▶ _AIM OF THE TASK_
From the line with "middle dip: (285, 9)" through the line with "thumb ip: (392, 31)", inclusive, return each line of the data below exactly and leave the rest out.

▶ _DATA FOR THIS TASK_
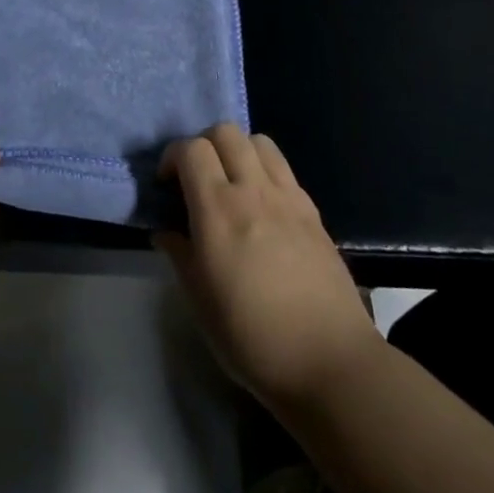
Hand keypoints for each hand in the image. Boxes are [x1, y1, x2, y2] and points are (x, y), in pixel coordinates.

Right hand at [156, 124, 382, 415]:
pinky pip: (284, 169)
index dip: (172, 157)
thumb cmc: (252, 336)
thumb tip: (166, 229)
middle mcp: (253, 190)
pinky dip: (265, 171)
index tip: (167, 185)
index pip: (191, 149)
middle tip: (197, 179)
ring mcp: (288, 197)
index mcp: (219, 210)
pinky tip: (262, 206)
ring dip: (238, 150)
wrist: (328, 360)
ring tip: (231, 184)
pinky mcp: (312, 211)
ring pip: (259, 141)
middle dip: (203, 144)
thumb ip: (179, 253)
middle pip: (226, 132)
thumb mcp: (199, 301)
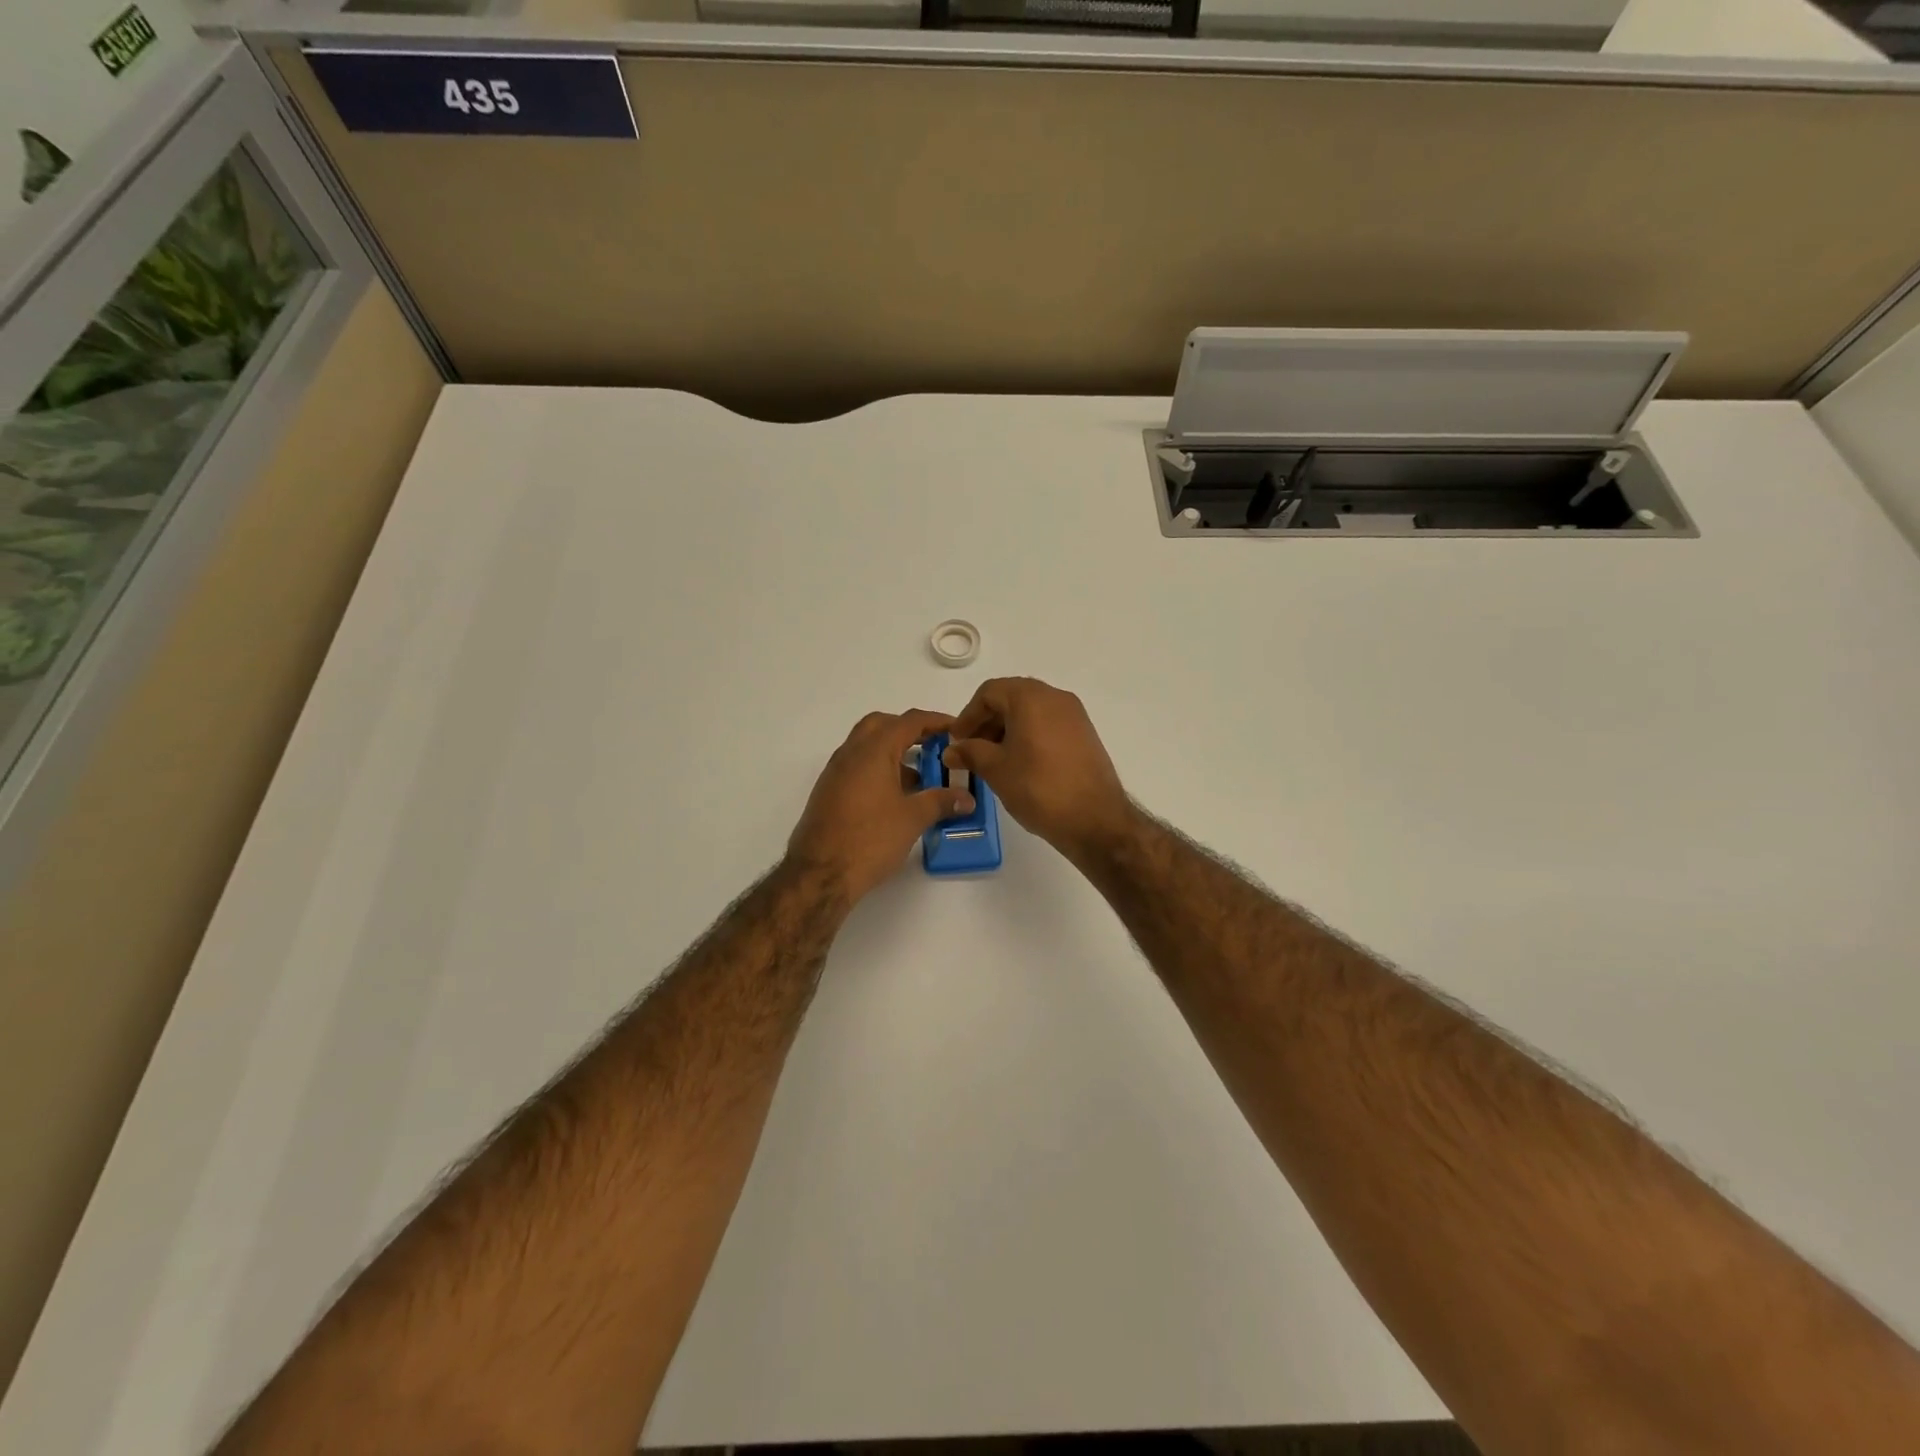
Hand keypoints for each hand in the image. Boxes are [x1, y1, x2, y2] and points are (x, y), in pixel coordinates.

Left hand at [788, 709, 975, 903]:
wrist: (820, 873)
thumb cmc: (870, 839)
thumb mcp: (912, 818)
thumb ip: (941, 801)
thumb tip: (966, 798)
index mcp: (873, 751)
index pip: (908, 721)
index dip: (935, 721)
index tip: (957, 729)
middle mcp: (850, 753)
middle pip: (881, 725)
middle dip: (909, 731)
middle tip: (933, 747)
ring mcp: (835, 772)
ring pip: (866, 747)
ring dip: (893, 752)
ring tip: (920, 777)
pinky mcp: (829, 792)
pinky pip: (857, 767)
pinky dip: (879, 770)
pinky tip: (896, 798)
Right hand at [944, 678, 1134, 863]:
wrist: (1095, 820)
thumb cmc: (1038, 788)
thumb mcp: (996, 769)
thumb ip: (970, 752)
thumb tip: (952, 750)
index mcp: (1031, 697)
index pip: (989, 692)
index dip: (967, 715)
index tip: (956, 741)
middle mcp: (1055, 697)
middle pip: (1011, 698)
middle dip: (986, 722)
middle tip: (970, 750)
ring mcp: (1074, 715)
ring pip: (1031, 712)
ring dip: (1006, 730)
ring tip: (992, 760)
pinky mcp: (1085, 735)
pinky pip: (1048, 725)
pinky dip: (1028, 736)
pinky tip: (1019, 764)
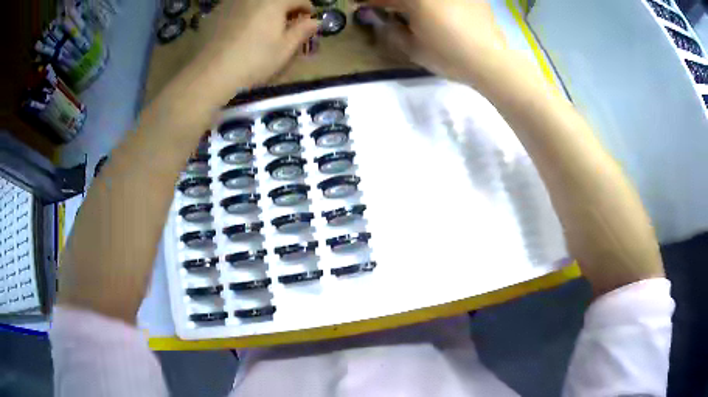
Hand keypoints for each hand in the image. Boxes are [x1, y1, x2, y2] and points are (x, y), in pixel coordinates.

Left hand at [197, 0, 318, 91]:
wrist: (211, 73)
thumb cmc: (253, 61)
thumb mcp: (284, 50)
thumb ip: (302, 31)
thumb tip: (314, 21)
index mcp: (274, 1)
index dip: (306, 9)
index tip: (307, 21)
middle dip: (285, 9)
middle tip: (285, 25)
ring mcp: (232, 2)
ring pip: (255, 3)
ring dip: (264, 10)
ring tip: (262, 27)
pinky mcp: (216, 12)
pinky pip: (237, 7)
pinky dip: (244, 13)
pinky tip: (240, 30)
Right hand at [362, 0, 509, 84]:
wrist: (491, 61)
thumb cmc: (448, 56)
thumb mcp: (413, 48)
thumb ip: (392, 31)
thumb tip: (384, 21)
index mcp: (416, 0)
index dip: (371, 1)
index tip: (361, 4)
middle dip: (395, 3)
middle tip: (390, 9)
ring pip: (427, 0)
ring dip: (415, 5)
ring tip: (412, 14)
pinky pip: (449, 0)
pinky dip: (438, 6)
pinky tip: (440, 14)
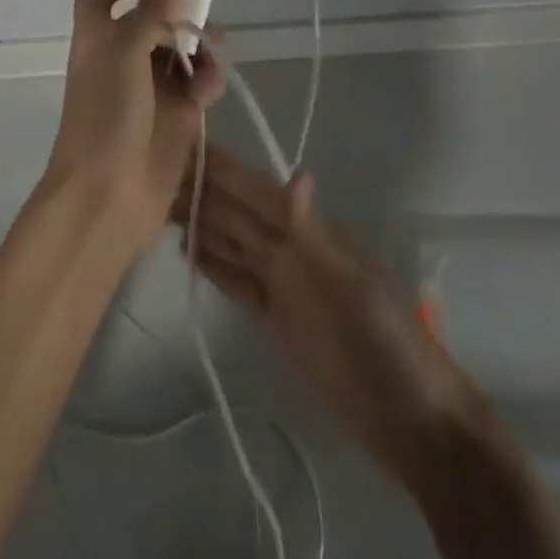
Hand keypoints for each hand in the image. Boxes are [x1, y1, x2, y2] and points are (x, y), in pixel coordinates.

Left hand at [46, 0, 226, 251]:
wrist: (107, 196)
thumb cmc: (106, 116)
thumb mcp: (126, 51)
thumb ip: (154, 5)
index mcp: (98, 37)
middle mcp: (124, 55)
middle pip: (157, 17)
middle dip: (183, 13)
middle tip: (204, 17)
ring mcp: (152, 85)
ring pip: (185, 48)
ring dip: (202, 47)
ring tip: (210, 59)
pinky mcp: (178, 113)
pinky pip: (200, 82)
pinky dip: (208, 81)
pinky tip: (207, 95)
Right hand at [172, 148, 479, 487]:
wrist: (410, 417)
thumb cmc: (388, 342)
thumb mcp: (354, 286)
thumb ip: (314, 235)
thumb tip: (296, 173)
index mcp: (310, 233)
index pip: (255, 191)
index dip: (222, 168)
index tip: (183, 141)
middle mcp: (290, 249)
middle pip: (236, 213)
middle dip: (199, 190)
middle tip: (150, 169)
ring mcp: (282, 284)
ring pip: (231, 242)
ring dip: (199, 221)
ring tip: (156, 202)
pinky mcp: (274, 319)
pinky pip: (236, 281)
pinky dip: (212, 263)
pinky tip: (186, 248)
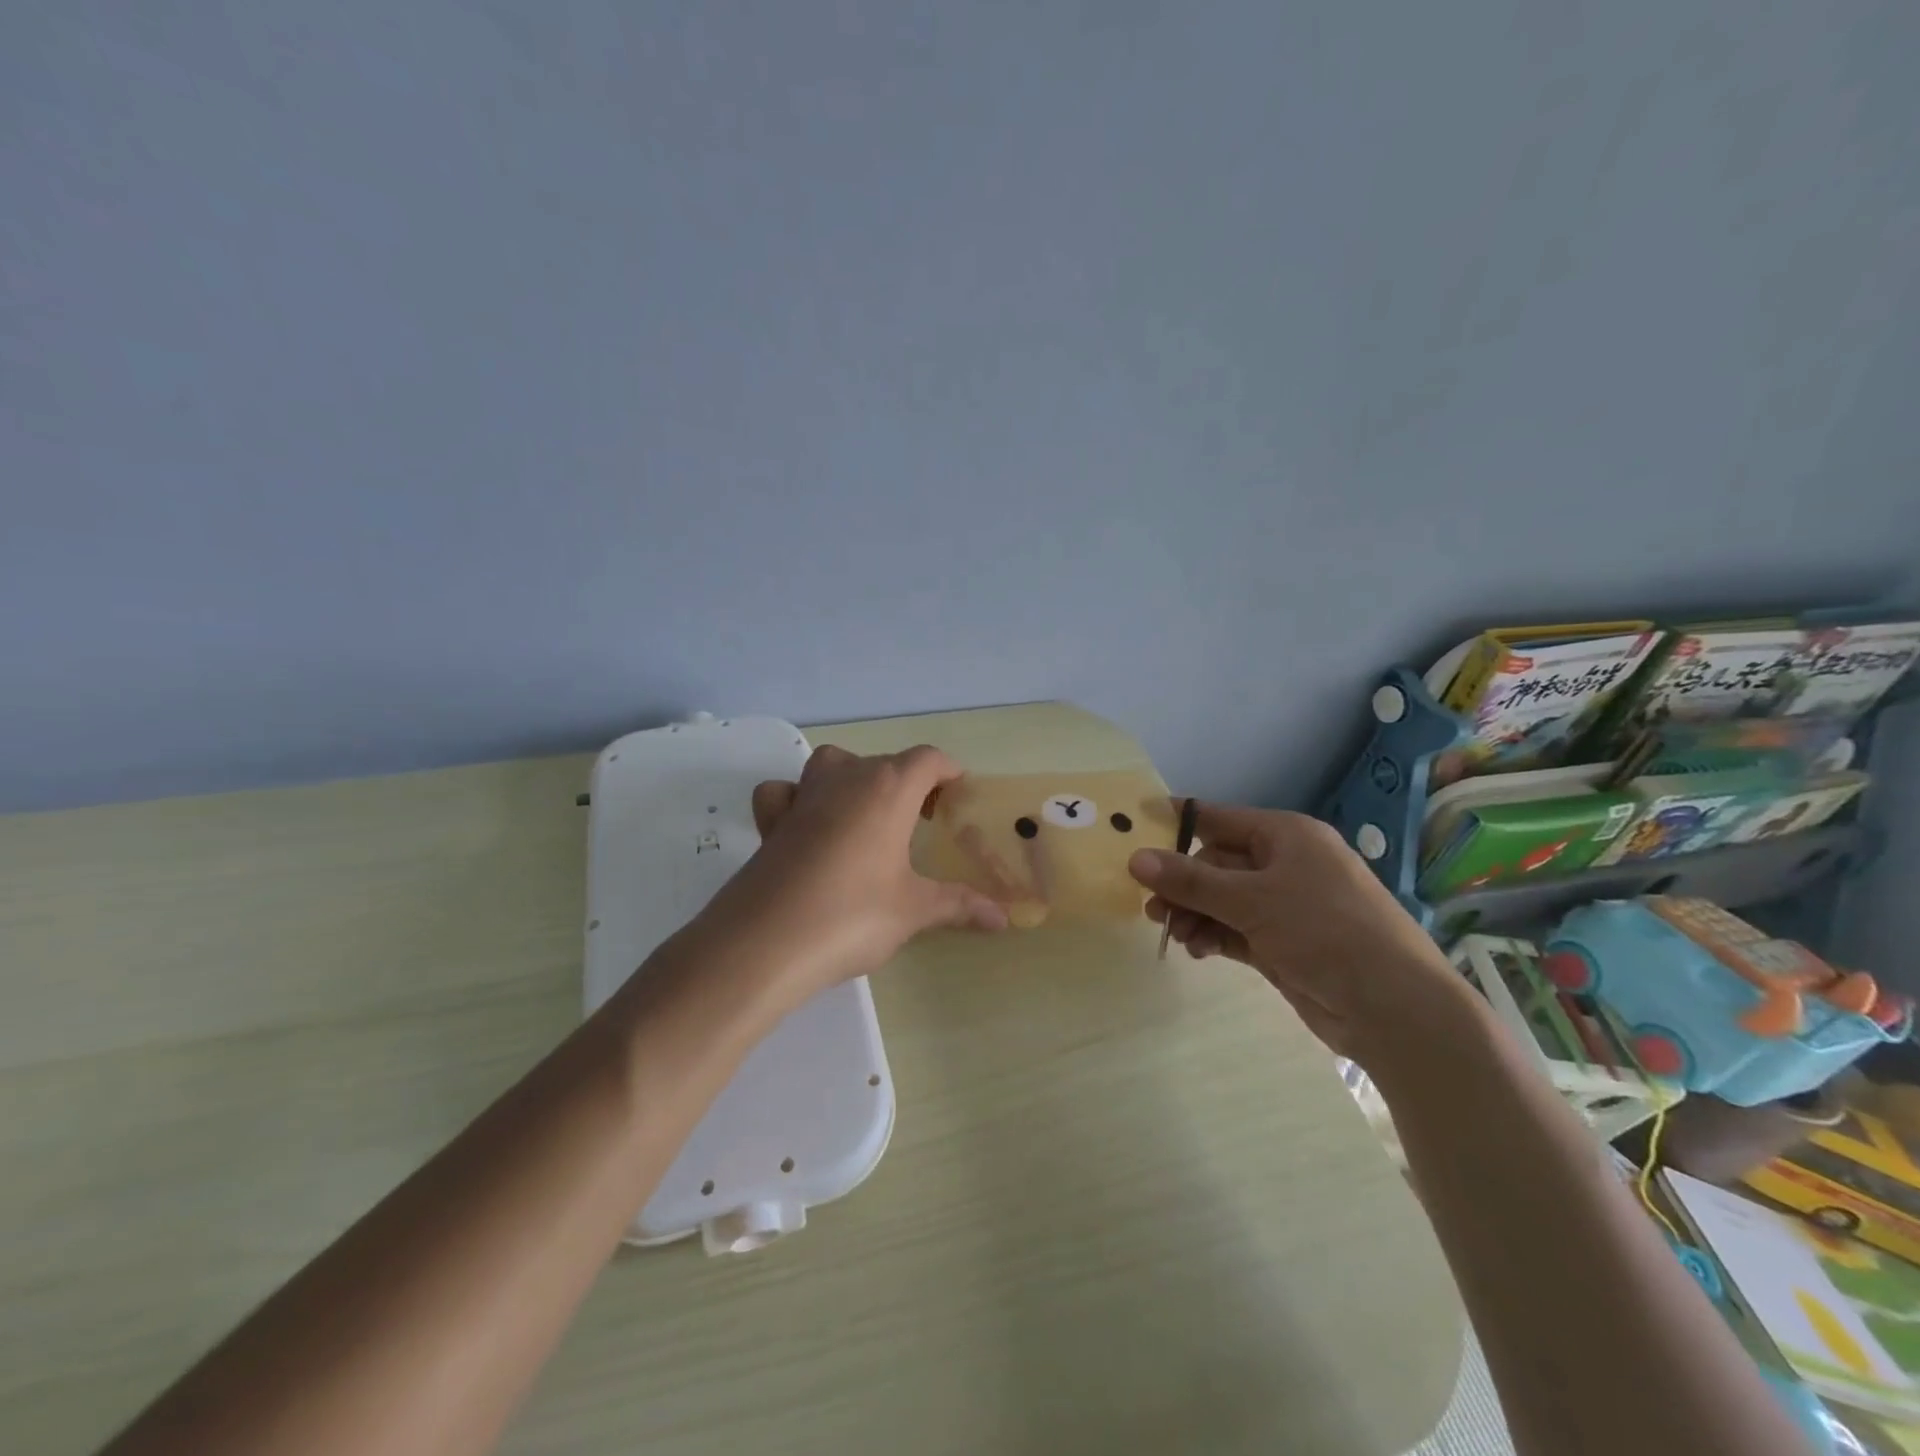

▶ _RESULT FOR THIS EXERCISE_
middle dip: (285, 9)
middle tip: (285, 25)
ring mcp: (232, 2)
ring pip: (255, 3)
ring dip: (264, 10)
ring tip: (262, 27)
pinky mcp: (216, 12)
pinky pip: (237, 7)
pinky dip: (244, 13)
pinky tip: (240, 30)
Right hand at [362, 0, 509, 84]:
wrist: (491, 61)
thumb cmc: (448, 56)
thumb mcp: (413, 48)
thumb ip: (392, 31)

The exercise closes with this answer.